API / IaC diff summary

Frontend

• web/src/components/OpenApiDeployPanel.tsx
• New props: variant?: "deploy" | "update", pinnedTag?, currentTag?.
• In update mode: muted border, RotateCw icon, "Update OpenAPI service" header with pinned-tag badge, copy referencing the sibling repo, button label "Update to v" / "Updating…". All existing state machine (stale-PENDING guard, Cancel button, etc.) reused.
• Imported RotateCw from lucide-react.
• web/src/pages/ApiReference.tsx
• Renders <OpenApiDeployPanel variant="update" … /> whenever baseUrl && hasOpenApiImage. pinnedTag reads from acrQuery.data.expected_image_tags["elb-openapi"], currentTag from actual_tags["elb-openapi"]?.[0].
• Update's onRetry re-fetches both svcQuery and specQuery so the swagger view re-renders against the new pod.

Local dev tooling

• scripts/dev/local-run.sh
• New with_terminal_exec_env helper sets a non-secret dev token (EXEC_TOKEN=dev-exec-token-not-secret-but-long-enough-for-startup-check) and TERMINAL_EXEC_UPSTREAM=http://127.0.0.1:7682 if the caller didn't override them.
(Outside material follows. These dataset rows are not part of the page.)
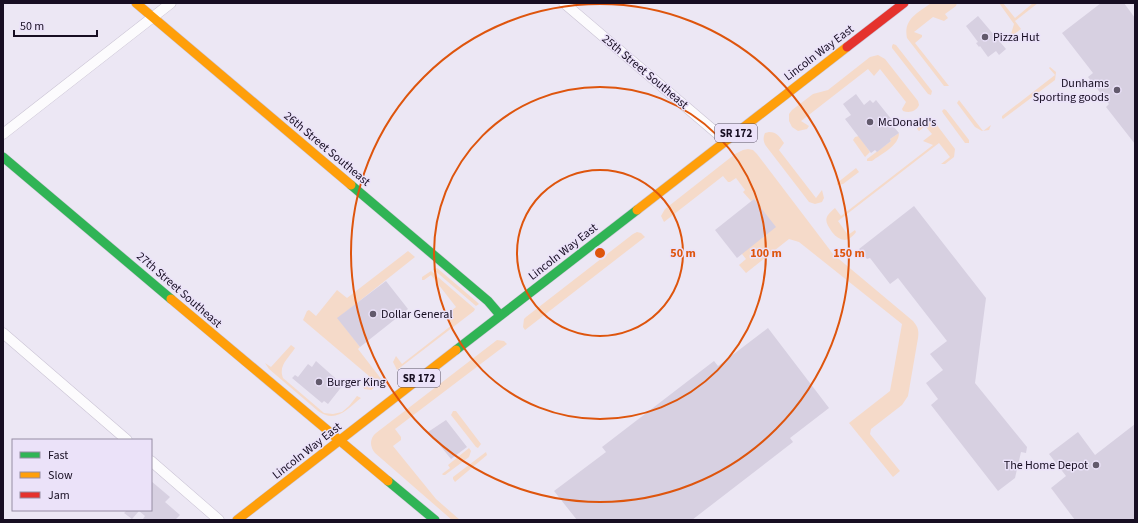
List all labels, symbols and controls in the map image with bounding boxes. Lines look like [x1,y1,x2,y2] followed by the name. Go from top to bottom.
[14,12,97,38] scale bar
[20,18,44,35] text: 50 m
[780,21,858,85] street label: Lincoln Way East
[993,29,1040,46] place label: Pizza Hut
[598,31,692,113] street label: 25th Street Southeast
[980,32,990,42] marker: Pizza Hut
[1033,75,1109,106] place label: Dunhams Sporting goods
[1112,85,1122,95] marker: Dunhams Sporting goods
[280,108,374,190] street label: 26th Street Southeast
[878,114,936,131] place label: McDonald's
[865,117,875,127] marker: McDonald's
[715,124,757,142] road number: SR 172
[525,220,601,284] street label: Lincoln Way East
[670,245,696,262] text: 50 m
[750,245,782,262] text: 100 m
[833,245,865,262] text: 150 m
[593,246,607,260] centre of rings
[133,248,225,332] street label: 27th Street Southeast
[381,306,452,323] place label: Dollar General
[368,309,378,319] marker: Dollar General
[398,369,440,387] road number: SR 172
[327,374,386,391] place label: Burger King
[314,377,324,387] marker: Burger King
[269,419,345,483] street label: Lincoln Way East
[12,439,152,511] legend
[48,447,68,464] text: Fast
[1004,457,1088,474] place label: The Home Depot
[1091,460,1101,470] marker: The Home Depot
[48,467,73,484] text: Slow
[48,487,70,504] text: Jam

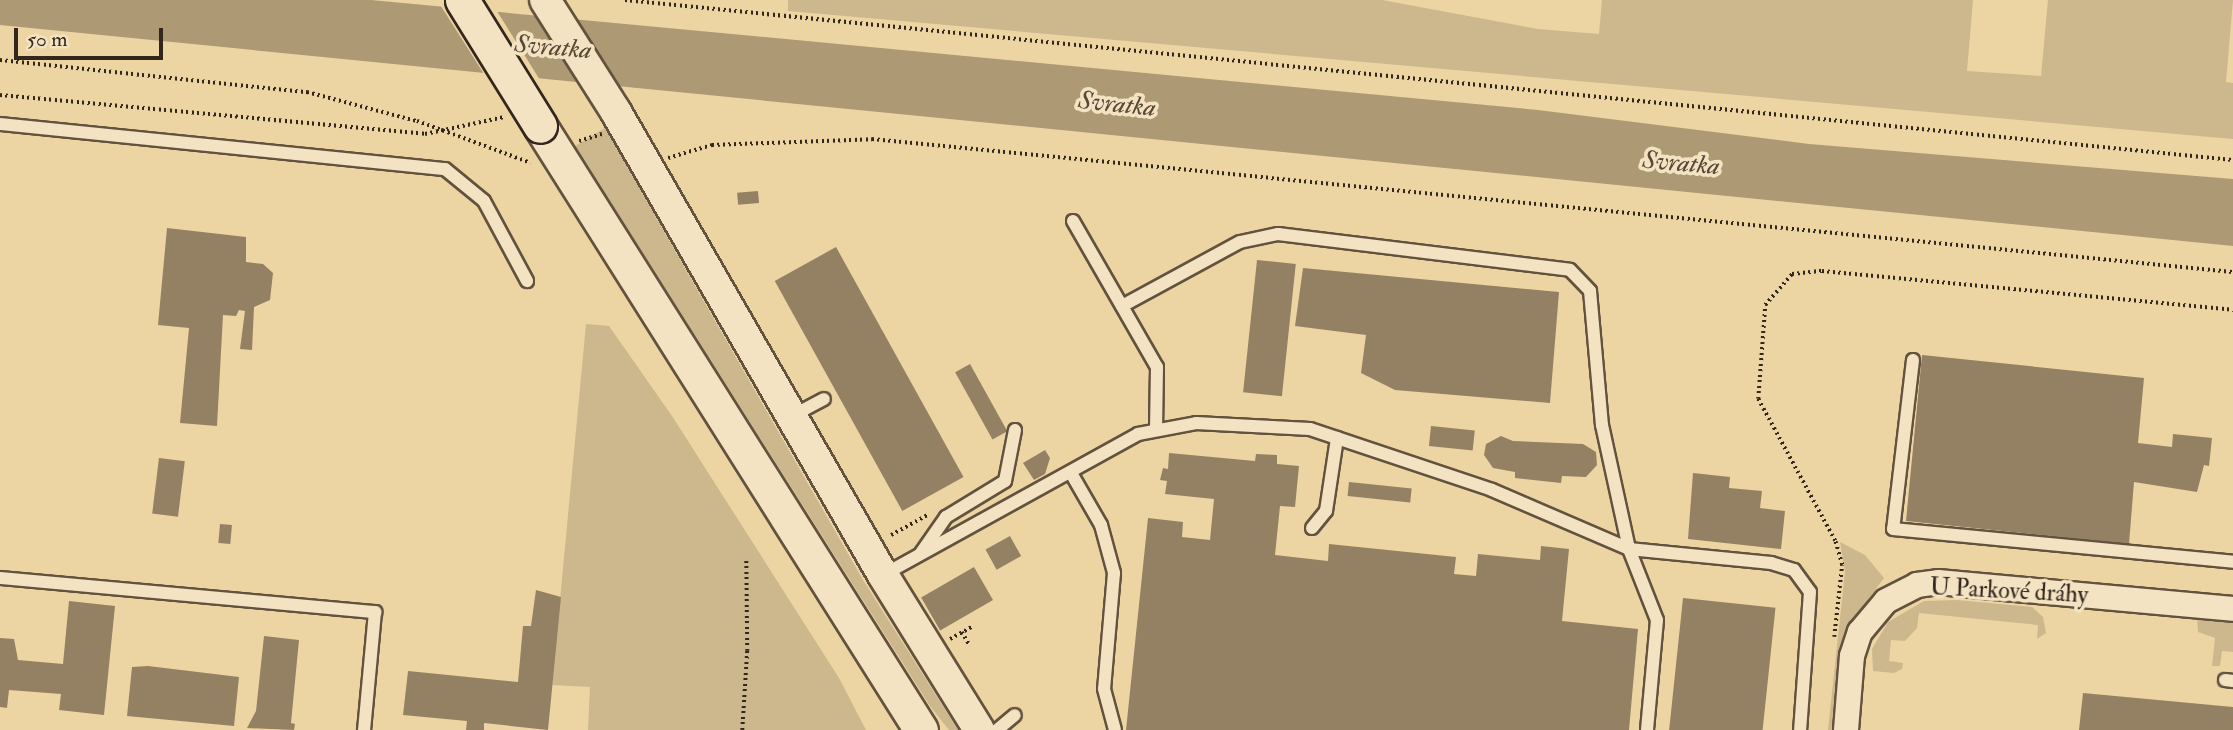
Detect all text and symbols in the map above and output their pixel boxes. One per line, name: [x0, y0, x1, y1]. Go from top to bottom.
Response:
scale bar: [18, 14, 166, 58]
text: 50 m: [27, 26, 68, 53]
water label: Svratka: [513, 29, 593, 67]
water label: Svratka: [1077, 85, 1157, 125]
water label: Svratka: [1641, 145, 1721, 183]
street label: U Parkové dráhy: [1929, 572, 2089, 610]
Wired into the api and worker cases.
• New terminal-exec case runs python3 terminal/exec_server.py after asserting az, kubectl, azcopy are on PATH. The server binds 127.0.0.1 only, identical security model to the Container App deployment.
• Usage updated.

Backend

• No backend code changes (the deploy Celery task is reused as-is).

Validation evidence

• Started local-run.sh terminal-exec; curl 127.0.0.1:7682/healthz → {"status":"ok","max_concurrency":4}.
• Restarted local-run.sh api and local-run.sh worker; verified cat /proc/<worker-pid>/environ contained EXEC_TOKEN=<set, length=60> and TERMINAL_EXEC_UPSTREAM=http://127.0.0.1:7682.
• curl POST /api/aks/openapi/deploy … → progressed Pending → setup_workload_identity → applying_manifests → waiting_for_external_ip → completed in 36 seconds. Final output:

{
  "status": "succeeded",
  "openapi_deploy": {
    "status": "deployed",
    "image": "elbacr01.azurecr.io/elb-openapi:3.4",
    "external_ip": "20.249.147.217",
    "apply_output": "serviceaccount/elb-openapi-sa created\n…"
  },
  "elapsed_seconds": 36
}

- curl /api/monitor/aks/service-ip?…service_name=elb-openapi → {"service_name":"elb-openapi","external_ip":"20.249.147.217"}. - Browser screenshot of /docs shows the new Update OpenAPI service card with v3.4 badge, Update to v3.4 button, and Retry Discovery button rendering correctly alongside the live http://20.249.147.217 Swagger UI link in the hero. - npx tsc --noEmit in web/ — no errors. - uv run pytest -q api/tests — 123 passed.

Operational note

local-run.sh terminal-exec is the new canonical local-dev pattern for end-to-end deploy testing. Previous guidance to use compose-full for this purpose still works but is no longer required for openapi-deploy specifically.

If you kill_terminal a worker terminal during local dev, also kill the orphaned uv run celery … child (e.g. pkill -f "celery.*worker") before starting a new one — otherwise the orphan keeps consuming tasks on the broker without the new env vars and silently fails them.